[What you have to do]: The answer must consist of each line of the records below that contains the string "name".

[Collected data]

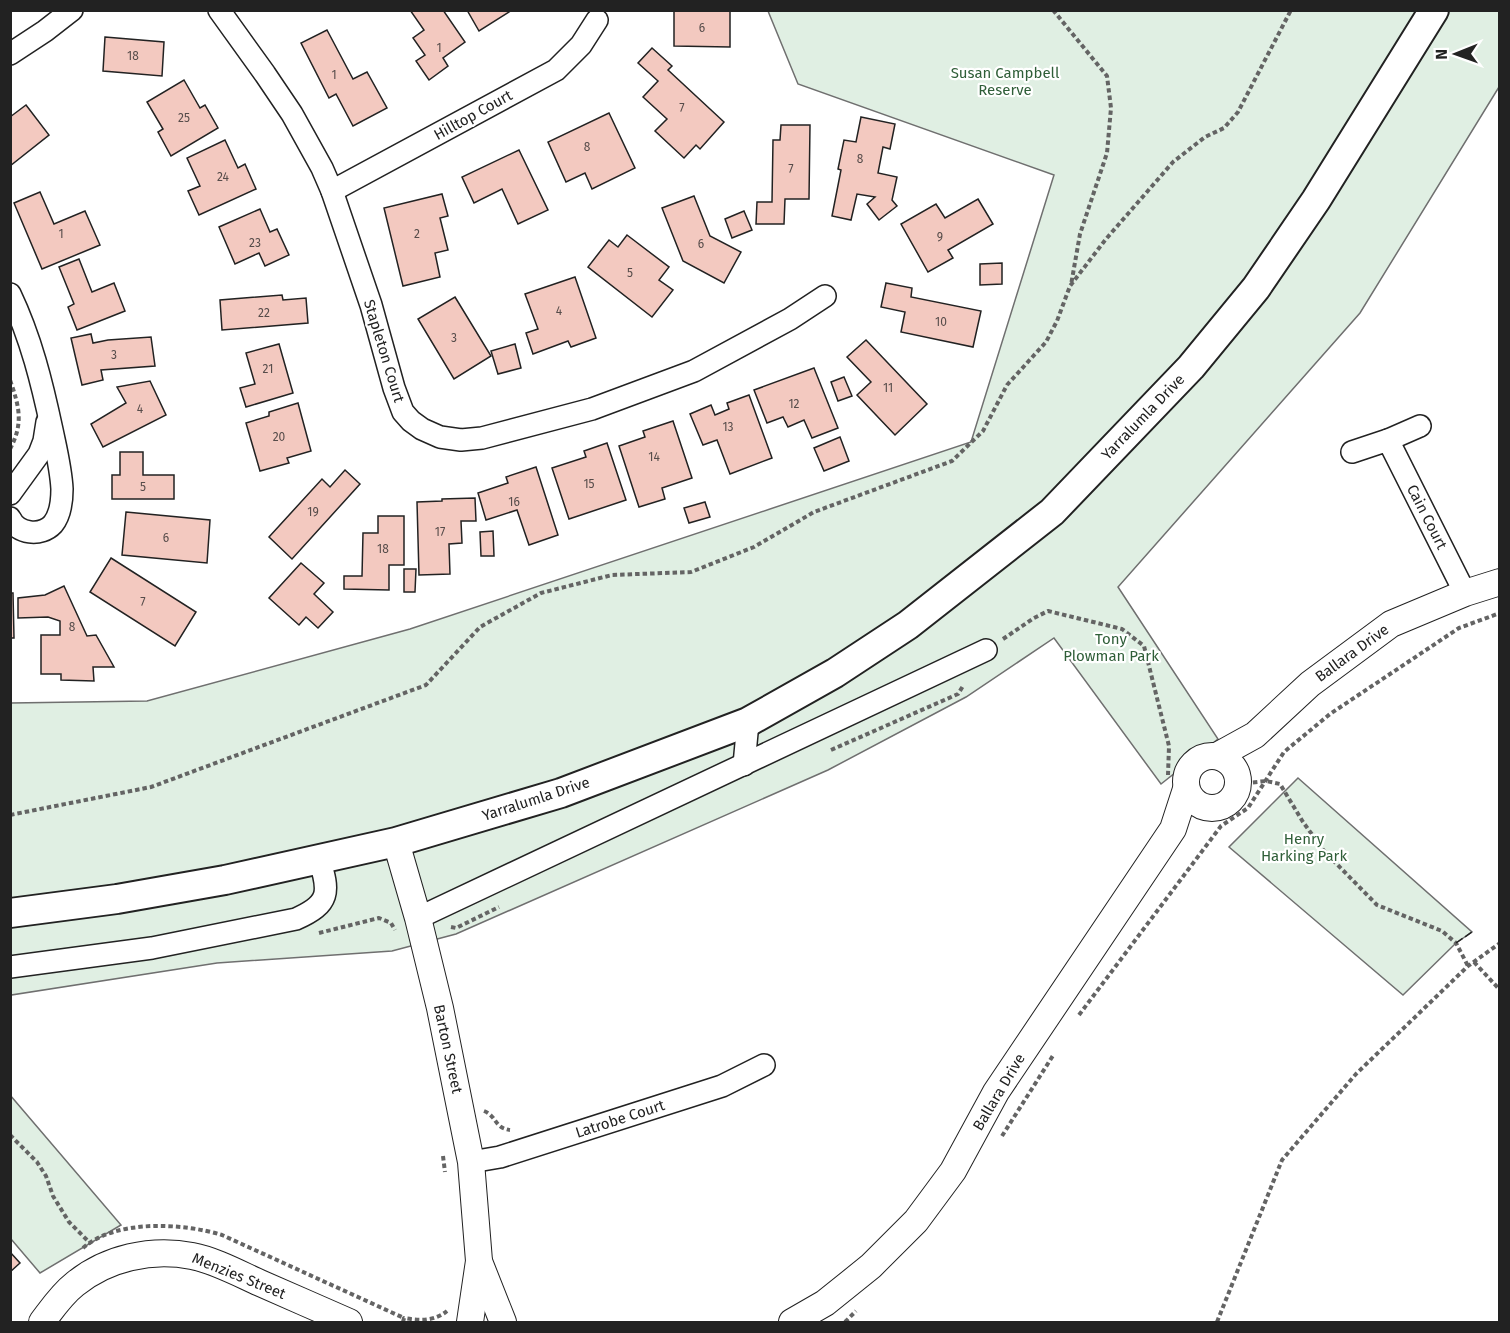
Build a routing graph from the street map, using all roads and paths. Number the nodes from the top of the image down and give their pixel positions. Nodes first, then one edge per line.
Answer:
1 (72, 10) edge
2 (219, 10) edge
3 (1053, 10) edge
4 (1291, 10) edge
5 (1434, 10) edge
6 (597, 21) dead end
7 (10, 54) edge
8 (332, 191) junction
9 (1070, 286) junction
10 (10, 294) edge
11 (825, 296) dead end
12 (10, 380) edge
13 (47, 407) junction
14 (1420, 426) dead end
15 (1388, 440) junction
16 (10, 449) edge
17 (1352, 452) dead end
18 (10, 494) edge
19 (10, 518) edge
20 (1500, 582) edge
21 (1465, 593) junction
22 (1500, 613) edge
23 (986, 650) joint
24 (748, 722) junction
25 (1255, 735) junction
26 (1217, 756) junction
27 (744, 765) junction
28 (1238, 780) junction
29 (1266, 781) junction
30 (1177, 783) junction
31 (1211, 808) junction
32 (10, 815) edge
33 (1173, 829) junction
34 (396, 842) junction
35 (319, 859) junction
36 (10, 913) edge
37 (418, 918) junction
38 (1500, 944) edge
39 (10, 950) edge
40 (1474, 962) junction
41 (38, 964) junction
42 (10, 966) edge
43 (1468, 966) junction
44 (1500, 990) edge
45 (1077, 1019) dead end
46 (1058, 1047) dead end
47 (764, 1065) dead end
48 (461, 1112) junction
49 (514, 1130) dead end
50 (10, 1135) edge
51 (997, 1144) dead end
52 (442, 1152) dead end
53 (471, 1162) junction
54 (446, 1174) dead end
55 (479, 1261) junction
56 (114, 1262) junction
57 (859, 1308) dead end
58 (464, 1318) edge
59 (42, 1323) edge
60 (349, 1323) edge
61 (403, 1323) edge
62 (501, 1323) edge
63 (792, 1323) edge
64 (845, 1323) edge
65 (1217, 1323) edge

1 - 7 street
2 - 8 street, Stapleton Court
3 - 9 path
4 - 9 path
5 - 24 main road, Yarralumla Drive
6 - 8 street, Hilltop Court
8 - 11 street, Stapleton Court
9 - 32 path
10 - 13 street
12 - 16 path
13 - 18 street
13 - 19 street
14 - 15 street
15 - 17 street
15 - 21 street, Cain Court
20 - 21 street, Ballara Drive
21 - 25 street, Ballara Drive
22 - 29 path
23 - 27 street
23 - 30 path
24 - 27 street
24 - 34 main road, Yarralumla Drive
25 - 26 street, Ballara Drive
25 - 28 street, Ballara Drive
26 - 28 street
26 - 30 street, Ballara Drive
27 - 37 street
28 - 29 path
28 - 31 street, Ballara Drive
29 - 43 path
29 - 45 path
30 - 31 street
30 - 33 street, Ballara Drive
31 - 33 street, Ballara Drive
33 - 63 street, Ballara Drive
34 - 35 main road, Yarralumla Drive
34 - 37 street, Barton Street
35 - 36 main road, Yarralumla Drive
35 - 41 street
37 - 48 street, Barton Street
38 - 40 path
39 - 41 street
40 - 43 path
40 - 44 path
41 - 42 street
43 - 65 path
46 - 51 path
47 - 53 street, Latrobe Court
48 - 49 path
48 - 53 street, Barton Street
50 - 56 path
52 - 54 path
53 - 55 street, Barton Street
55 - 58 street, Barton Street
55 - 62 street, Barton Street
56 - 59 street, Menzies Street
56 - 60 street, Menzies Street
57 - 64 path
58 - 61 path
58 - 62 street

* * *

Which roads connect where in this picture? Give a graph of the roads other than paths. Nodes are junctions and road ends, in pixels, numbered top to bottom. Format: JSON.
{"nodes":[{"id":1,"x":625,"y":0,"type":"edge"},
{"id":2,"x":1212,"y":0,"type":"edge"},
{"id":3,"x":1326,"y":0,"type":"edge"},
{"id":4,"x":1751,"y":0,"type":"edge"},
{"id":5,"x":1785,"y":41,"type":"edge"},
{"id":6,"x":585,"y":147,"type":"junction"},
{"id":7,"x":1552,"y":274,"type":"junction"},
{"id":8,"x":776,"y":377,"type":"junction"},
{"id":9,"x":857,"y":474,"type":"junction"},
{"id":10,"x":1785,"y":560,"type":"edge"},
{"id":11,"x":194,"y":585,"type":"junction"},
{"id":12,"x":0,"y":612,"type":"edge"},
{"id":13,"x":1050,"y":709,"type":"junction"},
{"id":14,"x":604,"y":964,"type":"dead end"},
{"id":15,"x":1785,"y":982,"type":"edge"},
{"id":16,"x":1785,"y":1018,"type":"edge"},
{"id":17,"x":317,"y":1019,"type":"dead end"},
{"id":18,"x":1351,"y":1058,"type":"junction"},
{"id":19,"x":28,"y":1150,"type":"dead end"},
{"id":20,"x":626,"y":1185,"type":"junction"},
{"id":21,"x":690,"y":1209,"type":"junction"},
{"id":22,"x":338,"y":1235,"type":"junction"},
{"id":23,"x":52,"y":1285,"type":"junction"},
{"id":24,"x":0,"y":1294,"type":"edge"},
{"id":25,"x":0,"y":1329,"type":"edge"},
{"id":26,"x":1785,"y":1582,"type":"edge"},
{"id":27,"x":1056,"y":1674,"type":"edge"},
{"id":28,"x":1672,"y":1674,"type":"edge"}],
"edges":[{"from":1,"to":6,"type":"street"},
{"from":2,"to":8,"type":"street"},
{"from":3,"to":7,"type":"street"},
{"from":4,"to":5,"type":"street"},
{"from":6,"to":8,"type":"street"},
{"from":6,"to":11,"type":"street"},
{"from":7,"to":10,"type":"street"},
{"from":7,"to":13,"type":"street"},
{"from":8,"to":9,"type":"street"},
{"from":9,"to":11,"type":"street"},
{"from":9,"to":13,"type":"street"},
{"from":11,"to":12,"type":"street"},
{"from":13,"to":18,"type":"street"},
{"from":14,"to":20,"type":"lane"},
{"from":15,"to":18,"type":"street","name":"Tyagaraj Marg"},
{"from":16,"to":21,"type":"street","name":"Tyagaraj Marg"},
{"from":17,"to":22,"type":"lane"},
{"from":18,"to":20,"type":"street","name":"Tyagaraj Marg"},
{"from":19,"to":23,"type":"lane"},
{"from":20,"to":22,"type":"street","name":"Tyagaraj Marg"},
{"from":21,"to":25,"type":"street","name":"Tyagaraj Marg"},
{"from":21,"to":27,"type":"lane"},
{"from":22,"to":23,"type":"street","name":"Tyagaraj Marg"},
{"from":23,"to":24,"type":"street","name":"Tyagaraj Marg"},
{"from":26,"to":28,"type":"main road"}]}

[Final answer]:
{"from":15,"to":18,"type":"street","name":"Tyagaraj Marg"},
{"from":16,"to":21,"type":"street","name":"Tyagaraj Marg"},
{"from":18,"to":20,"type":"street","name":"Tyagaraj Marg"},
{"from":20,"to":22,"type":"street","name":"Tyagaraj Marg"},
{"from":21,"to":25,"type":"street","name":"Tyagaraj Marg"},
{"from":22,"to":23,"type":"street","name":"Tyagaraj Marg"},
{"from":23,"to":24,"type":"street","name":"Tyagaraj Marg"},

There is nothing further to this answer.